++++ Supplied material
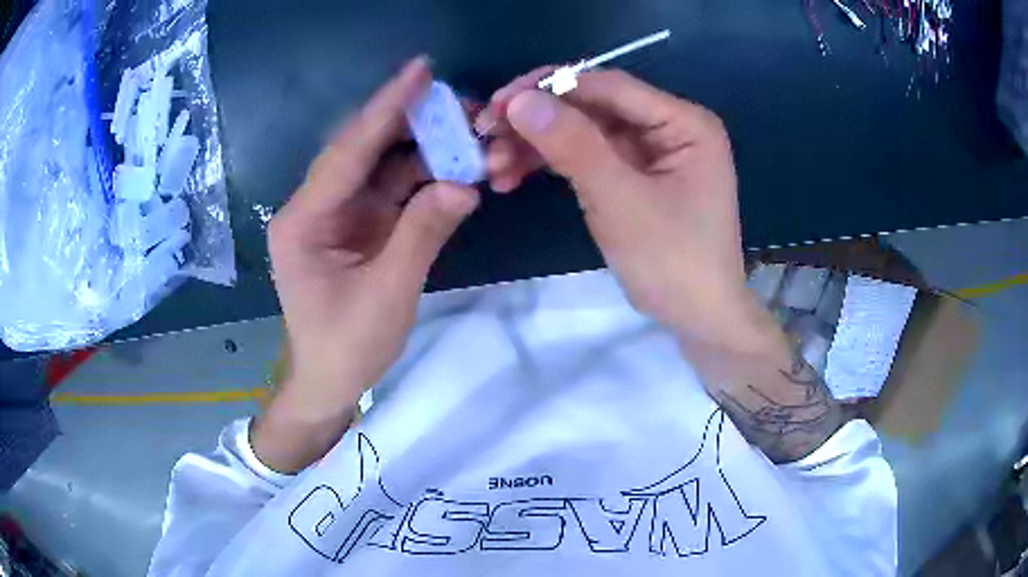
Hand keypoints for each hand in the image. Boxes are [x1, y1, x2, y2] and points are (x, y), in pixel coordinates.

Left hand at [256, 58, 479, 471]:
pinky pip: (392, 191)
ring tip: (466, 129)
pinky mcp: (358, 227)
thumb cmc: (346, 346)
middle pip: (363, 150)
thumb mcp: (386, 294)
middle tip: (457, 100)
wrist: (329, 382)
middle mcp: (316, 207)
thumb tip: (465, 185)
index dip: (387, 108)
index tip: (420, 71)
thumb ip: (422, 234)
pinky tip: (454, 165)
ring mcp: (338, 216)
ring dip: (423, 149)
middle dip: (409, 122)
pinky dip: (423, 178)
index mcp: (304, 219)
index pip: (348, 152)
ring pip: (381, 167)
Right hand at [478, 69, 766, 349]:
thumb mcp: (622, 202)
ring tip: (492, 167)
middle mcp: (667, 126)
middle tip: (485, 135)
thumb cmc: (674, 262)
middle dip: (536, 121)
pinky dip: (550, 164)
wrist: (698, 319)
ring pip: (581, 131)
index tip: (497, 105)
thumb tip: (520, 101)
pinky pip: (584, 156)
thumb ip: (574, 147)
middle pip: (590, 106)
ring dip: (535, 144)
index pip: (608, 86)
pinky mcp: (631, 174)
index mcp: (683, 122)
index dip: (549, 88)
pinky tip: (512, 176)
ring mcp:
++++++++
▶ What you have to do: Among the entries above, find the line with "thumb cmc: (346, 346)" and the line with "thumb ip: (574, 147)"; give again exactly these two lines and all lines between them.

▶ Answer area:
thumb cmc: (346, 346)
middle pip: (363, 150)
thumb mcp: (386, 294)
middle tip: (457, 100)
wrist: (329, 382)
middle mcp: (316, 207)
thumb tip: (465, 185)
index dip: (387, 108)
index tip: (420, 71)
thumb ip: (422, 234)
pinky tip: (454, 165)
ring mcp: (338, 216)
ring dip: (423, 149)
middle dip: (409, 122)
pinky dip: (423, 178)
index mcp: (304, 219)
index pip: (348, 152)
ring pip: (381, 167)
Right hand at [478, 69, 766, 349]:
thumb mcp: (622, 202)
ring tip: (492, 167)
middle mcp: (667, 126)
middle tip: (485, 135)
thumb cmc: (674, 262)
middle dip: (536, 121)
pinky dip: (550, 164)
wrist: (698, 319)
ring pip: (581, 131)
index tip: (497, 105)
thumb tip: (520, 101)
pinky pip: (584, 156)
thumb ip: (574, 147)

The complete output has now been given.